Nationally, about 3.5% of vaginal deliveries require the assistance of an operative vaginal delivery (OVD). This study is undertaken to assess patients' understanding of OVD, when it is necessary, and how it can affect the mother or baby, and determine if providing an informational pamphlet on OVD will increase patient knowledge.

METHODS:

In this IRB-exempt randomized control trial, pregnant patients from a single academic center completed a survey on OVD based on principles from Bloom's Taxonomy. The intervention group read a pamphlet describing OVD prior to completing the survey. The control group completed the survey without any additional education.

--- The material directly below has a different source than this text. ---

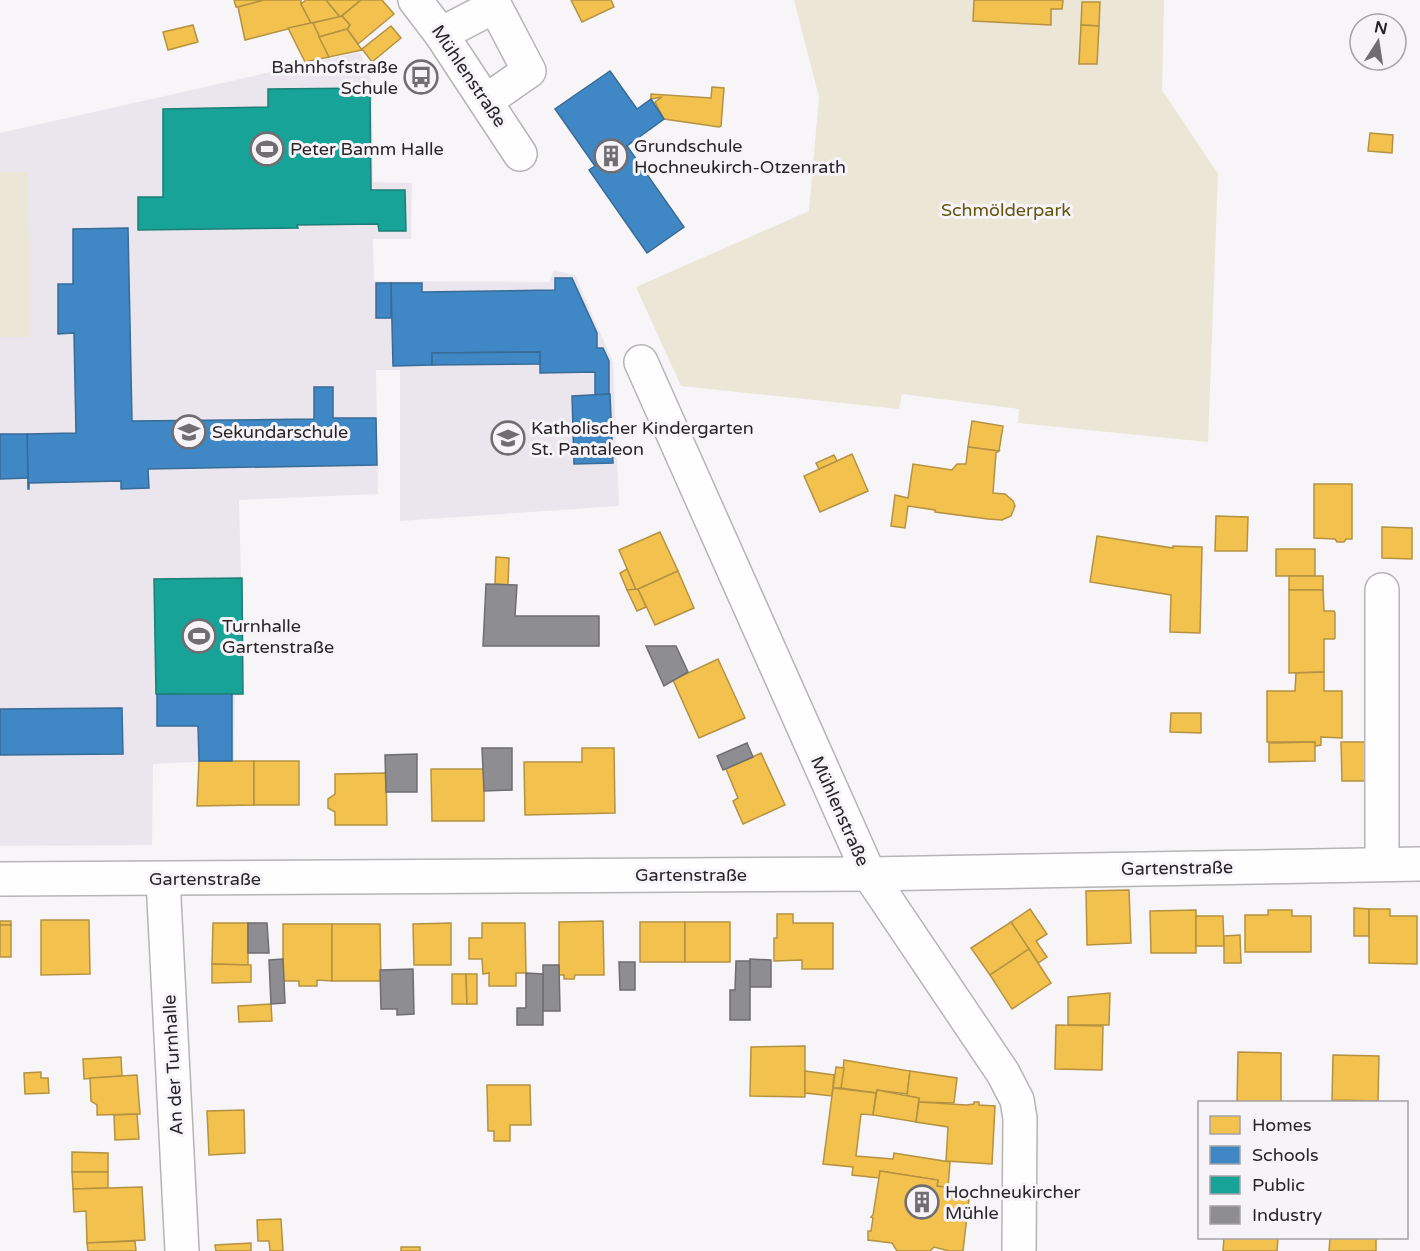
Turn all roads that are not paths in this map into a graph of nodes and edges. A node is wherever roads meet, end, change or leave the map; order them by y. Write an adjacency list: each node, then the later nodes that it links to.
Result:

The responses were scored and analyzed with chi square and t tests to determine whether the pamphlet improved patient understanding about OVD.

RESULTS:

21 patients were randomized to both the control and intervention group. The groups had no demographic differences regarding race, relationship status or education level. The intervention group had a greater number of correct responses to the question regarding forceps risks (P=.006). No other differences were noted in knowledge responses. The mean knowledge score for the intervention group was 4.24/7 and for the control group was 3.43/7, which was not significant (P=.182).

CONCLUSION:

The results conclude that this pamphlet did not improve knowledge regarding OVD. The strength is that this is a sufficiently powered randomized controlled trial. The weakness is not being able to gauge how closely patients read the pamphlet. A future direction could be to supplement the pamphlet with verbal or video support to improve knowledge on this important topic.